Durante le fasi precedenti, il corallo potrebbe perdere un po’ della sua colorazione naturale, è per questo che è importante la fase della depurazione del colore naturale, immergendo il pallino nell’acqua ossigenata.
Dopo tutto ciò, si passa alla lucidatura. Inizialmente il corallo, dopo essere stato sottoposto a tutte le fasi di levigazione, si presenta opaco e con qualche imperfezione superficiale dovuta alla lavorazione. Nei tempi addietro, durante questa fase il corallo veniva inserito in un piccolo sacchetto di iuta con frammenti di corallo grezzo, pomici e pulimento, una sostanza la cui ricetta veniva custodita segretamente – si tratta in realtà di un composto di polvere di pomice e corno di cervo calcinato – . Il lato aperto del sacchetto veniva cucito, ottenendo così la puppatella, un piccolo cuscinetto che doveva essere sfregato per sei o otto ore da un operaio su una tavola di legno a forma di trapezio costantemente alimentata dall’acqua. Oggi invece, la lucidatura avviene con molta più comodità, inserendo il corallo da lucidare nei buratti.
Siamo così giunti alla fase finale, un momento di nuovo molto delicato, di cui solitamente se ne occupa la maestra infilatrice, stiamo parlando della fase di assortimento o infilatura. Il corallo viene prima selezionato in base alle sfere, al colore e alla qualità, per essere in seguito infilato secondo la richiesta del mercato.
È solo dopo tutte queste fasi, seguite con molta cura dai vari operai e maestri artigiani, che il corallo può quindi essere impiegato per la creazione di gioielli, che da sempre incantano lo sguardo di chi li indossa.
La prima fase riguarda la cernita del ramo di corallo. Il maestro artigiano deve scegliere il pezzo di corallo che meglio si adatta all'opera che ha in mente di realizzare. In questa fase è importante che ci sia molta concentrazione, perchè un minimo sbaglio di valutazione potrebbe compormettere la qualità e la bellezza del lavoro finito. Un piccolo ramo è già un'opera d'arte nella mente del maestro artigiano. Come un blocco di marmo nelle mani di uno scultore, il ramo di corallo in mano all'artigiano è un'opera d'arte in fieri. Questa fase viene compiuta sempre da persone con una lunga esperienza nell'intaglio.

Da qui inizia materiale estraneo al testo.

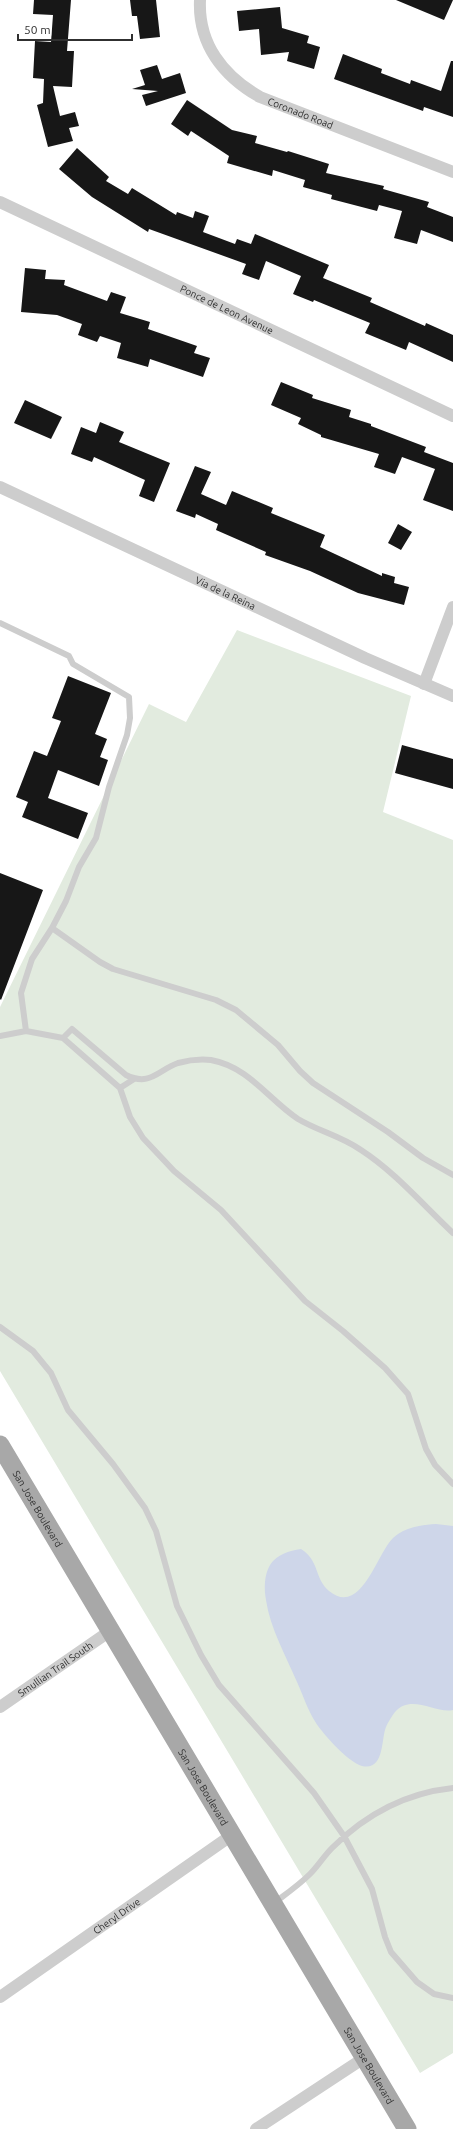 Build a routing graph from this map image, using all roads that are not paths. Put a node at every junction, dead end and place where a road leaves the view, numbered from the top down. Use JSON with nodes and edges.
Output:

Dopo di ciò arriva il momento dell'aggarbatura, ovvero la fase in cui l'artigiano, utilizzando la ruota smeriglio, come nella fase della rociatura, di cui abbiamo parlato prima, dona forma al pezzo di corallo, sul quale ha scelto di lavorare. Dopo il lungo processo di sagomatura, il corallaro può finalmente iniziare con l'incisione. Questa è senza dubbio la fase più importante: è il momento in cui nasce l'opera d'arte.
L'incisione è quasi tutta completamente eseguita a mano, con l'utilizzo di bulini di varie misure, o al massimo, vengono impiegati dei motorini. Una volta terminato l'intaglio, il gioiello ha bisogno di ritrovare la propria lucentezza; si arriva quindi alla fase della lucidatura, in cui il semilavorato ritroverà tutto il suo splendore grazie a spazzole particolari, in grado di lucidare il pezzo, senza però aggredirne la superficie.